Sorry  it sold out super quick after @rob fishers review we will definitely be keeping this one though so soon as they out of beta we will have it all the time 

Sent from my GT-N7100 using Tapatalk

Reactions: Like 1


----------



## Stroodlepuff (5/4/14)

Zeki Hilmi said:


> @Stroodlepuff ... Welcome back girl we missed you




Why thank you 

Sent from my GT-N7100 using Tapatalk


----------



## Die Kriek (5/4/14)

Stroodlepuff said:


> Sorry  it sold out super quick after @rob fishers review we will definitely be keeping this one though so soon as they out of beta we will have it all the time
> 
> Sent from my GT-N7100 using Tapatalk


Cool beans!  Will try out some of the others in the meantime then


----------



## Spiri (5/4/14)

@Die Kriek, I have a bottle of Amaretto that you can have (at no cost). Just shoot me a PM if you're interested

Reactions: Like 1 | Winner 1


----------



## Die Kriek (5/4/14)

Spiri said:


> @Die Kriek, I have a bottle of Amaretto that you can have (at no cost). Just shoot me a PM if you're interested


 Thanks a lot! But I'm not sure it's worth a courier charge for just one bottle of juice


----------



## Andre (5/4/14)

Die Kriek said:


> Thanks a lot!
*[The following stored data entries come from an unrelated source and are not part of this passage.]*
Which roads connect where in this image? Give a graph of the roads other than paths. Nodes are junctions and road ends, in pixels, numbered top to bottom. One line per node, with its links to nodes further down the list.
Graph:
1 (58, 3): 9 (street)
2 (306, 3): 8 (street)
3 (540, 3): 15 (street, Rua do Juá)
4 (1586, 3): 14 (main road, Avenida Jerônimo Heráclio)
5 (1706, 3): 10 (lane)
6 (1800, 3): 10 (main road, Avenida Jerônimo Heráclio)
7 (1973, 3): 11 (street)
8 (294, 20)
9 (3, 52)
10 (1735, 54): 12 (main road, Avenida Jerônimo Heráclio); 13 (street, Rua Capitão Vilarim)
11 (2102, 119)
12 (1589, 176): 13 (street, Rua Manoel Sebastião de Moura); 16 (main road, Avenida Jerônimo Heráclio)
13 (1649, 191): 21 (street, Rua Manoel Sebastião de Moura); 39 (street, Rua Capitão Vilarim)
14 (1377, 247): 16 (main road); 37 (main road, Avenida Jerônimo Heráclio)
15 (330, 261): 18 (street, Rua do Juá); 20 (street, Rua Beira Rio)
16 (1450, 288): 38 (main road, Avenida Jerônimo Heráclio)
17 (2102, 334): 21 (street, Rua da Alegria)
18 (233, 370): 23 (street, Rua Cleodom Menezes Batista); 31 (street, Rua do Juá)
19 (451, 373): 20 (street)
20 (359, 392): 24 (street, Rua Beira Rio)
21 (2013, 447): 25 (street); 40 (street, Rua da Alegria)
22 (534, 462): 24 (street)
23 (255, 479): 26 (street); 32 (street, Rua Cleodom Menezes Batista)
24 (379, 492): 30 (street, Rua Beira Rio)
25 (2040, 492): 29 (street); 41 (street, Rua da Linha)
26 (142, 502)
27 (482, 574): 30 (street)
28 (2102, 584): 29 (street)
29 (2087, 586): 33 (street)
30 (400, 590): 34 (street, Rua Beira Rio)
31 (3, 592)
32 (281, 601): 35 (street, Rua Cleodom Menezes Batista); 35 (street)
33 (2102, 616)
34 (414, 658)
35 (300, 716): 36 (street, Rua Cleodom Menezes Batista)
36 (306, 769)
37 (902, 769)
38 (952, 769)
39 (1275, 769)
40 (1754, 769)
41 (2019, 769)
But I'm not sure it's worth a courier charge for just one bottle of juice


Ordinary post works just as well!


----------



## Die Kriek (5/4/14)

Forgot about that


----------



## Spiri (5/4/14)

Die Kriek said:


> Thanks a lot! But I'm not sure it's worth a courier charge for just one bottle of juice


Twist my arm a little and I'll throw in a bottle of Amarula to make it worth while. 
Amarula 3/4 full
Amaretto 2/3 full


----------



## Die Kriek (5/4/14)

Spiri said:


> Twist my arm a little and I'll throw in a bottle of Amarula to make it worth while.
> Amarula 3/4 full
> Amaretto 2/3 full

Reactions: Like 2 | Funny 3


----------



## Alex (5/4/14)

Stroodlepuff said:


> Oh and @Rob Fisher and @Alex we should have amaretto back in stock in about 2.5 to three weeeks time
> 
> Sent from my GT-N7100 using Tapatalk



Awesome news


----------



## Shadowvapor (7/4/14)

Can someone pls tell me the nic strength of the Beta juices. I did receive today the cherry and apple and VK 4 and its quite good and nice th. well done guys. The bottle feels bigger than 20 ml. Thanks anyway.


----------



## devdev (7/4/14)

I think at this stage it is 12mg until it leaves Beta phase but I stand to be corrected


----------



## Rob Fisher (7/4/14)

devdev said:


> I think at this stage it is 12mg until it leaves Beta phase but I stand to be corrected



Yip I think you are spot on!

Reactions: Like 1


----------



## JB1987 (9/4/14)

Hi @Gizmo , do you have an indication on when you'll have a 9 or 6mg version of the VK4 available? The one I got from you at the Vape Meet has now become my favorite all day flavour


----------



## Gizmo (9/4/14)

I can Make 9mg for you


----------



## JB1987 (9/4/14)

Gizmo said:


> I can Make 9mg for you



That would be brilliant! You guys are awesome! Let me know when it's ready and I'll pop round 


Sent from the TARDIS


----------



## Gizmo (9/4/14)

What would you prefer 9mg or 6mg?


----------



## JB1987 (9/4/14)

9mg would be perfect thanks!


Sent from the TARDIS

Reactions: Informative 1


----------



## Gizmo (9/4/14)

Cool will get it ready for you tmo

Reactions: Like 1


----------



## Zeki Hilmi (9/4/14)

@Gizmo Hi Giz, got our VK order today that Steve ordered. Thanks for that... My bottle does not have any labelling on it showing VK4... I'm not bothered about it as long as it is VK4. However one was leaking when it arrived.


----------



## Rob Fisher (10/4/14)

In my Vape Mail today I found a surprise compliments of Vape King! I have been vaping the surprise on the new G-Tank (review later) trying to work out what flavour it was... nice cloud with nice rich taste and flavour but for my limited ability to discern specifics I had to ask for help... it's the beta version of their cheesecake juice!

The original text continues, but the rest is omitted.